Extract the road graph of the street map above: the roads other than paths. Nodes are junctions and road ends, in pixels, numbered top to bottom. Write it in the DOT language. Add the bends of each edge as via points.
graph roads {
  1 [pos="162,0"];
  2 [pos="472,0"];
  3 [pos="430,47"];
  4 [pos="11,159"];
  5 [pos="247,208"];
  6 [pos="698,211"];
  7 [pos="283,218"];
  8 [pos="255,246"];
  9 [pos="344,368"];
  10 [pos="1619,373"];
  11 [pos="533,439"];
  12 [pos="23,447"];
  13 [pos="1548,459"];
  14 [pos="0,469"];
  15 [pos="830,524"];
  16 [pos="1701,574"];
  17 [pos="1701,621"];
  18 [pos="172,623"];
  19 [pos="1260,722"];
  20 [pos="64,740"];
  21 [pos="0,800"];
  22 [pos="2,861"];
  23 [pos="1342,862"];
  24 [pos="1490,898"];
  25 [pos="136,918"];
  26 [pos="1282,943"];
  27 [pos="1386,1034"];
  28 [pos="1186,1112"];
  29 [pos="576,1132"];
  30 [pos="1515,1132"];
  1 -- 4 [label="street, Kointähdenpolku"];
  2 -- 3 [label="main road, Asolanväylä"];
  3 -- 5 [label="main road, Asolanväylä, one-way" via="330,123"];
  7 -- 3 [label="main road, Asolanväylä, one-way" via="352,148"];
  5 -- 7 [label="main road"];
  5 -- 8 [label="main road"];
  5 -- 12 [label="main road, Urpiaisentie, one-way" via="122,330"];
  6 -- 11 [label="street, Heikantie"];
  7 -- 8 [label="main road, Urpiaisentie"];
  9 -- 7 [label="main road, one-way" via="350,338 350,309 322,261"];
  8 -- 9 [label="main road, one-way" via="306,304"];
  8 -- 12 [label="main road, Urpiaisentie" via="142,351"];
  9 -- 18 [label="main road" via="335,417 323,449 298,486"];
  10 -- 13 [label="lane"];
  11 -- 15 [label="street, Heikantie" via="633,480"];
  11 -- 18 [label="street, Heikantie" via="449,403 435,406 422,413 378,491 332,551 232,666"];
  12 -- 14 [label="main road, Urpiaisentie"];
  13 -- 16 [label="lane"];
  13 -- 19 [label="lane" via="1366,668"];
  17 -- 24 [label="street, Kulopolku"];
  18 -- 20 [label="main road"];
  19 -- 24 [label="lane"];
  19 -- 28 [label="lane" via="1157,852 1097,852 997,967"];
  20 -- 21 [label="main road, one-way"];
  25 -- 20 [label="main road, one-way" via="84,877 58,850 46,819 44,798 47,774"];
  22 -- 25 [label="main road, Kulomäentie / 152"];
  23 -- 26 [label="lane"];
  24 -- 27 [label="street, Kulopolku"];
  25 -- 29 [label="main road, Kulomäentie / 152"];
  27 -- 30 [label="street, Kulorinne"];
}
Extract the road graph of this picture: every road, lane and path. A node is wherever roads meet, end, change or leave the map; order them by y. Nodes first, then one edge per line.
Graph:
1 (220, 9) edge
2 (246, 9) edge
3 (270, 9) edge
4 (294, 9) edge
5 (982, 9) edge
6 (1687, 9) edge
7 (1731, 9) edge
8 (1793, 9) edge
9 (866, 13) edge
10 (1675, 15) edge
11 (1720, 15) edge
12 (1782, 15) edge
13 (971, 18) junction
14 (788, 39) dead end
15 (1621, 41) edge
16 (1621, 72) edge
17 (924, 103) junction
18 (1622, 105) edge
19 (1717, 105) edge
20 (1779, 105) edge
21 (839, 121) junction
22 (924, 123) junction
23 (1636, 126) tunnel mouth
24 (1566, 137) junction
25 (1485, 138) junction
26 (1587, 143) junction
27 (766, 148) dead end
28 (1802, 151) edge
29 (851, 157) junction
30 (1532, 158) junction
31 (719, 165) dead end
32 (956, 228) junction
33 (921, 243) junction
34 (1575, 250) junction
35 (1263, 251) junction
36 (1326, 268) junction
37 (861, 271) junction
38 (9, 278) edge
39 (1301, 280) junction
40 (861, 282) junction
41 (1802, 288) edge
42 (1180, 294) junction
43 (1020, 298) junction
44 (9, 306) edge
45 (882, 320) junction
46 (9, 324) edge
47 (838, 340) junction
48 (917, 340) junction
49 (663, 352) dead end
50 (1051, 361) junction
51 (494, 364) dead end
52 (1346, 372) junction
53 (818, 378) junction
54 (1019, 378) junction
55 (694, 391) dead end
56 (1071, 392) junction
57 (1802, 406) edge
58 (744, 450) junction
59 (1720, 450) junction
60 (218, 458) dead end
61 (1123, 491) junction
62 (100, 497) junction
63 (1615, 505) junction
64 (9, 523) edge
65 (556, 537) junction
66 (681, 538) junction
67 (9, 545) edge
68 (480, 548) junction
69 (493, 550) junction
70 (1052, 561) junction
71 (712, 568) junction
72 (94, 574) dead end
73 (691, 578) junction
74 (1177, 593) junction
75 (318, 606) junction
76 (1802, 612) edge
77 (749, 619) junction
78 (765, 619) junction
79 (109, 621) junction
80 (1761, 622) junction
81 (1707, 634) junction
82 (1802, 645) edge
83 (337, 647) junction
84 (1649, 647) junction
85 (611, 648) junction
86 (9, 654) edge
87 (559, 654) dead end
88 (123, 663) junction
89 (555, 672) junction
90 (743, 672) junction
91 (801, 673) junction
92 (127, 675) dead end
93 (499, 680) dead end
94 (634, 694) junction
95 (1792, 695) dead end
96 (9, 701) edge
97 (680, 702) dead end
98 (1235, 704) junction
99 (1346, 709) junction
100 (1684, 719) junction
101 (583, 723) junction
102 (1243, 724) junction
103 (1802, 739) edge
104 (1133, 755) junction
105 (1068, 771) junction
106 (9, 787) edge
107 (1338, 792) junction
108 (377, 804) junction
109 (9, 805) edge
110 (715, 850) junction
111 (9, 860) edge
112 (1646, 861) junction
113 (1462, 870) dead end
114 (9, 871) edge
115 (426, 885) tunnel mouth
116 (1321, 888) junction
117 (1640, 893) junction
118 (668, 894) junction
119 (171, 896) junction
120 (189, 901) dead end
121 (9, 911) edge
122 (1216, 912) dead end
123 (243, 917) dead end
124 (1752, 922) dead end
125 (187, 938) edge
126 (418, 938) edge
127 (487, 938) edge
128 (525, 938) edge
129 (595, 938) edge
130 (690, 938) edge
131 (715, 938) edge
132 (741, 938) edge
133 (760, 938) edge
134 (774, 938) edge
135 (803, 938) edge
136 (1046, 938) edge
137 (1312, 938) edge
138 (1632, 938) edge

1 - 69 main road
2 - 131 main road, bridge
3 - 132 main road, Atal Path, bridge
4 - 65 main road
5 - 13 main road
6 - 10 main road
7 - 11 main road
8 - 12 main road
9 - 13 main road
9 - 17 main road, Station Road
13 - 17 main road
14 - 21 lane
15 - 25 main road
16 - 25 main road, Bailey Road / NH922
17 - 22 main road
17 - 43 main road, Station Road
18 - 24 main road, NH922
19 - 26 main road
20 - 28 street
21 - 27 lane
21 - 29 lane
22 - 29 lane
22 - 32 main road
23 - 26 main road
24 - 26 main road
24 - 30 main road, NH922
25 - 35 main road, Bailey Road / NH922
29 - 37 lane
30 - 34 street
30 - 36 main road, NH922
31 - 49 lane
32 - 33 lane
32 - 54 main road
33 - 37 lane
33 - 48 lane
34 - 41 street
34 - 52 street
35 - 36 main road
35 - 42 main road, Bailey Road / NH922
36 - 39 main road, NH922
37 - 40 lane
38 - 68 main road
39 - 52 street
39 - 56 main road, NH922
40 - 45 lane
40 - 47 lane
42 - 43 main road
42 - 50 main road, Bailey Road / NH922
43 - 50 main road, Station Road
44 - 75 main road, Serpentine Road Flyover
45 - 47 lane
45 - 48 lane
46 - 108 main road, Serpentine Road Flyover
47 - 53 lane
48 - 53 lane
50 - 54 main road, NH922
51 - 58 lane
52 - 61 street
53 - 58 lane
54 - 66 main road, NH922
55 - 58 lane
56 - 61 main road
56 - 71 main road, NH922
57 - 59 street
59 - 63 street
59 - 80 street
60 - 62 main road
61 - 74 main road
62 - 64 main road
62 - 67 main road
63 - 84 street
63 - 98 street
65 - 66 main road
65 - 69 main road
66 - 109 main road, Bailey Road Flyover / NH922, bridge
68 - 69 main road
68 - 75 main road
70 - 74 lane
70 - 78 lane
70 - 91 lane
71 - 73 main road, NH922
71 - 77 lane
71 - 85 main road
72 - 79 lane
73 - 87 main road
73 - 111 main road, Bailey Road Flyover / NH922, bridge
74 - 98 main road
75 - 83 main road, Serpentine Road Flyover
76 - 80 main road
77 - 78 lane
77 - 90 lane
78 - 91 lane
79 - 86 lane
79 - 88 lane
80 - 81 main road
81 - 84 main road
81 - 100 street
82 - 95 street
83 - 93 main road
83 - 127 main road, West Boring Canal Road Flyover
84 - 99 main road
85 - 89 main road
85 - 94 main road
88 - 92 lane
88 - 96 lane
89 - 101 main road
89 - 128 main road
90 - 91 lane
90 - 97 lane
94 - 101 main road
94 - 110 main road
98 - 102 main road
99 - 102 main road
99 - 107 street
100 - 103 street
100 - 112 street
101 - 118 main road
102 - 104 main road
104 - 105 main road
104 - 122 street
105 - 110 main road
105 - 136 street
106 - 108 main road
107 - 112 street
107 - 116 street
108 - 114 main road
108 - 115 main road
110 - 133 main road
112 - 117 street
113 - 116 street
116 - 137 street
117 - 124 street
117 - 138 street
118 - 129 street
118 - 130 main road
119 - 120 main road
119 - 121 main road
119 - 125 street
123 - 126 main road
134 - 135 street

Work to complete: The lines sought are those in the data above that include the string "bridge"; copy each one.

Answer area:
2 - 131 main road, bridge
3 - 132 main road, Atal Path, bridge
66 - 109 main road, Bailey Road Flyover / NH922, bridge
73 - 111 main road, Bailey Road Flyover / NH922, bridge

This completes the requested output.